Mr. Narkom dallied with him for so long, passing the time of day and making tactless inquiries about the murder, in his blunderbuss fashion ("Dear old bungler!" Cleek apostrophized him inwardly), that he began to wonder when the man would ever go. Then at length the voices ceased, and he saw Tavish's fine, well-set-up figure swing off in front of him up the driveway, and then himself slid back to the outer side of the statue, lest the bailiff look back, and waited until Mr. Narkom whistled "Coast all clear" again.

This done, Cleek swung himself down carefully, clinging on with knees and feet in a most impossible and seemingly dangerous position which brought a hasty warning from Mr. Narkom, and – found the clapper of the bell at last. It wasn't such a big bell – not much bigger than a man's head, but wrought of solid bronze, which made it almost impossible for him to swing it up on its chain to the platform upon which he hung poised above it. But somehow he managed to do the thing, and Mr. Narkom, watching with his heart in his mouth, saw his hand dive down inside of the bell and fumble there a moment. Then he heard Cleek's quick whistle of surprise as he swung the bell silently back again, and came down once more – empty-handed!

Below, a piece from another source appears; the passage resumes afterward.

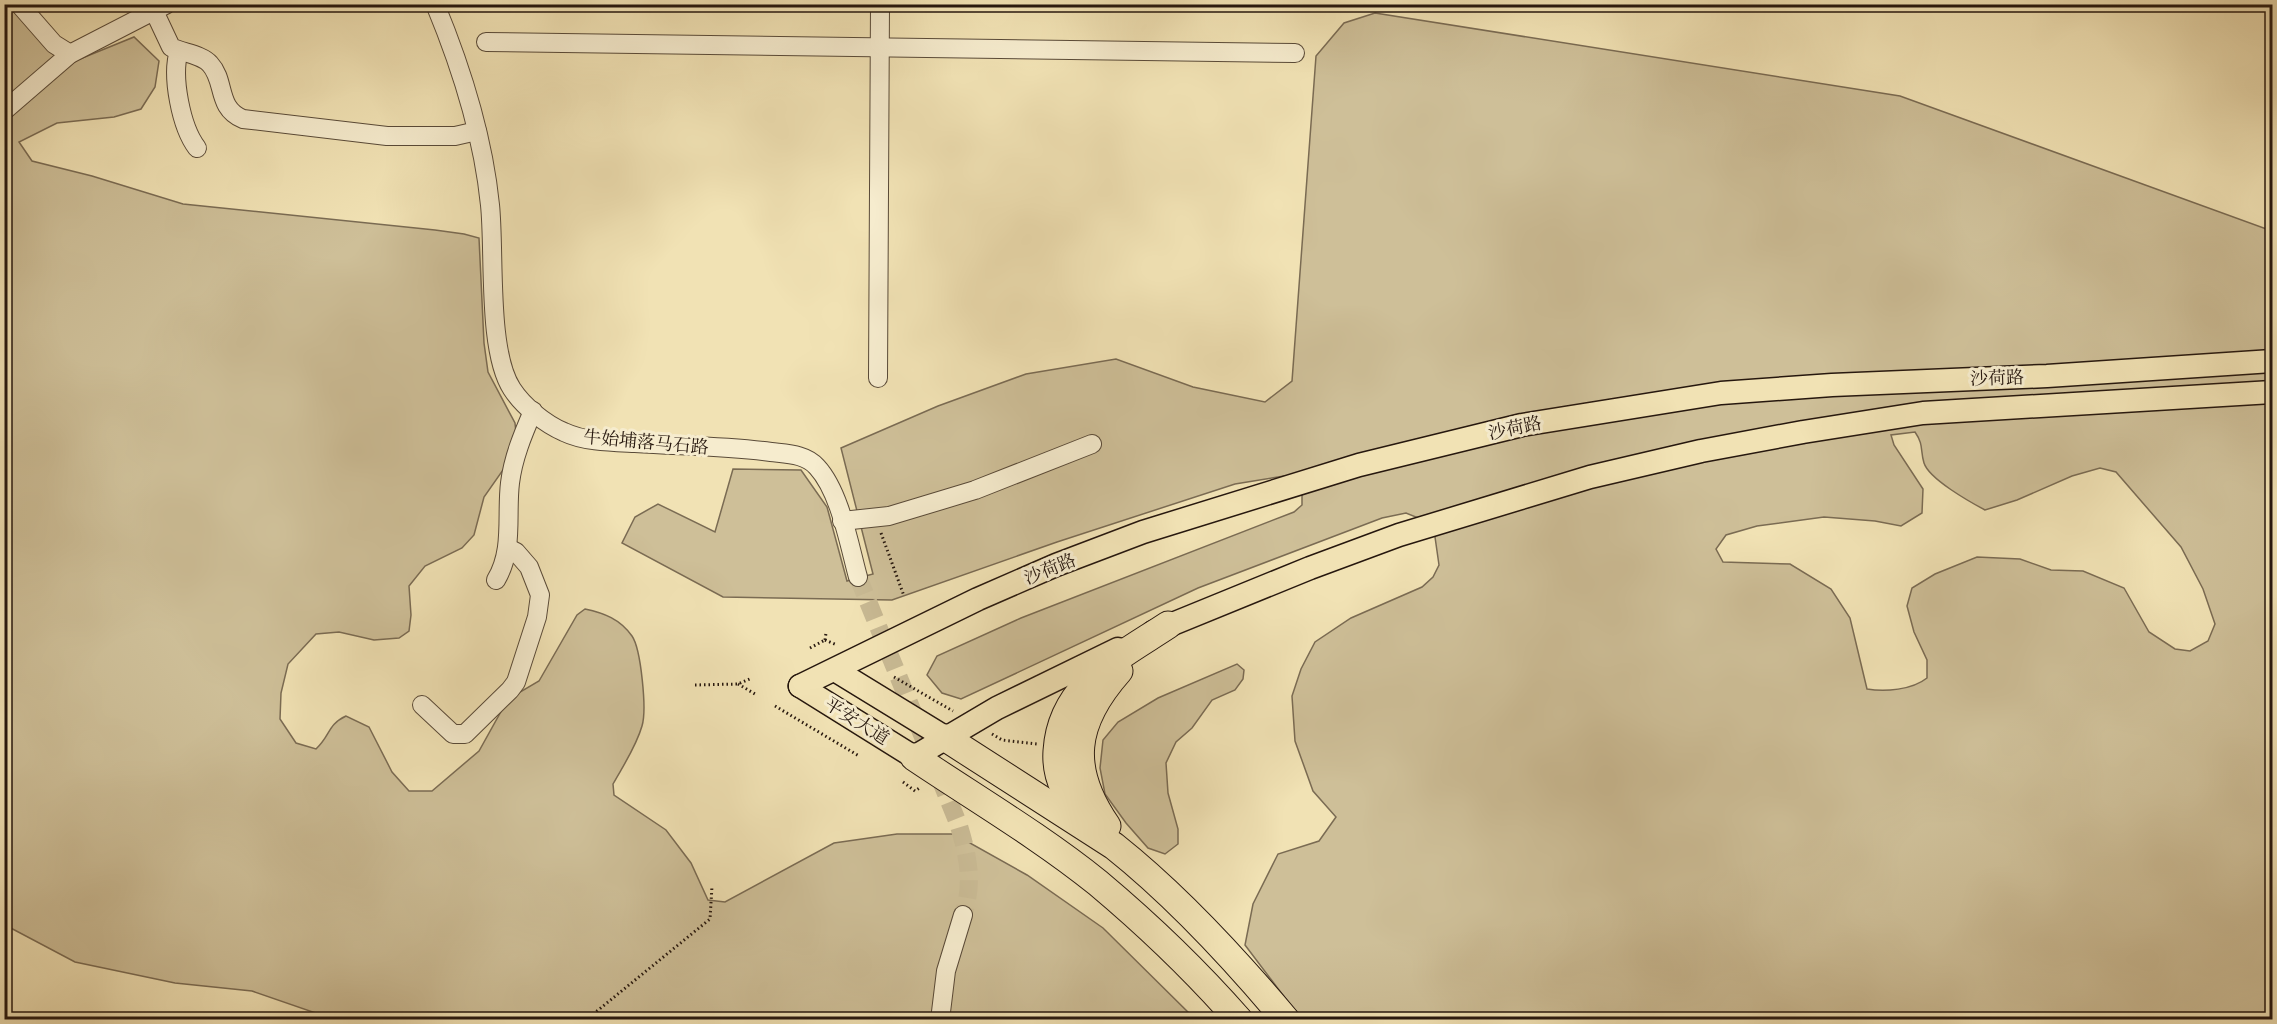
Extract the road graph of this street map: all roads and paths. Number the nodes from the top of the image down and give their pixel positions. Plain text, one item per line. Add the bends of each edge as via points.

"Well, what did you discover?" hastily exclaimed the Superintendent as Cleek came to earth at last and stood dusting himself. "Or wasn't there anything at all? Was the bell muffled before last night's tragedy, Cleek – or is it simply a bird's nest that's lodged there and stopped the thing? I'm on tenterhooks to know."

"And know you shall, old friend," said Cleek, straightening himself from his self-imposed task and giving his cravat a twitch with nimble fingers to its correct position once more. "It wasn't a bird's nest – not by a long chalk! More like a hornet nest, I should say, between you and me; but that's apart from the question. And it wasn't muffled before the tragedy, either, Mr. Narkom. It was muffled after! Pretty strange, isn't it?.. Yes, I thought you'd think so. Well, anyhow, I'm coming to-night to remove the 'muffling' object when the rest of the people are in bed, and I want you to help me by keeping on the watch-out. We're due for a full moon to-night, and that'll help matters. So Rhea's in the mystery, too, is he? Umm. A difficult subject to tackle as well, on account of his silence. But he's told me something this day that has unravelled one portion of the riddle, at all events. And when I've unravelled the remainder, you shall hear what it is.

"Now for Dollops, and the Three Fishers. I'm anxious to hear that 'Crown and Anchor' story from his own lips. And I've other work for him. So come along."